GOAL OF THE EXERCISE:
Only an exact repetition of the entries counts as an answer.

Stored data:
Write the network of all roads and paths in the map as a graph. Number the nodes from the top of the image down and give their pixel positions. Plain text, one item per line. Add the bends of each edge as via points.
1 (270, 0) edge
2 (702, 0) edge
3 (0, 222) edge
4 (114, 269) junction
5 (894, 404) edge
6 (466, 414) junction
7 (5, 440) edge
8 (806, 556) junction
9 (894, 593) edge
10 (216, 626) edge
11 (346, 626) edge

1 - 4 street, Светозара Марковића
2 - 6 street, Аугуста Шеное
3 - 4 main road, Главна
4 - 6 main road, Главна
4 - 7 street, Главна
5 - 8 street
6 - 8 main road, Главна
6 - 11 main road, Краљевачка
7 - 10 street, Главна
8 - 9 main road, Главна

EXERCISE RESPONSE:
Write the network of all roads and paths in the map as a graph. Number the nodes from the top of the image down and give their pixel positions. Plain text, one item per line. Add the bends of each edge as via points.
1 (270, 0) edge
2 (702, 0) edge
3 (0, 222) edge
4 (114, 269) junction
5 (894, 404) edge
6 (466, 414) junction
7 (5, 440) edge
8 (806, 556) junction
9 (894, 593) edge
10 (216, 626) edge
11 (346, 626) edge

1 - 4 street, Светозара Марковића
2 - 6 street, Аугуста Шеное
3 - 4 main road, Главна
4 - 6 main road, Главна
4 - 7 street, Главна
5 - 8 street
6 - 8 main road, Главна
6 - 11 main road, Краљевачка
7 - 10 street, Главна
8 - 9 main road, Главна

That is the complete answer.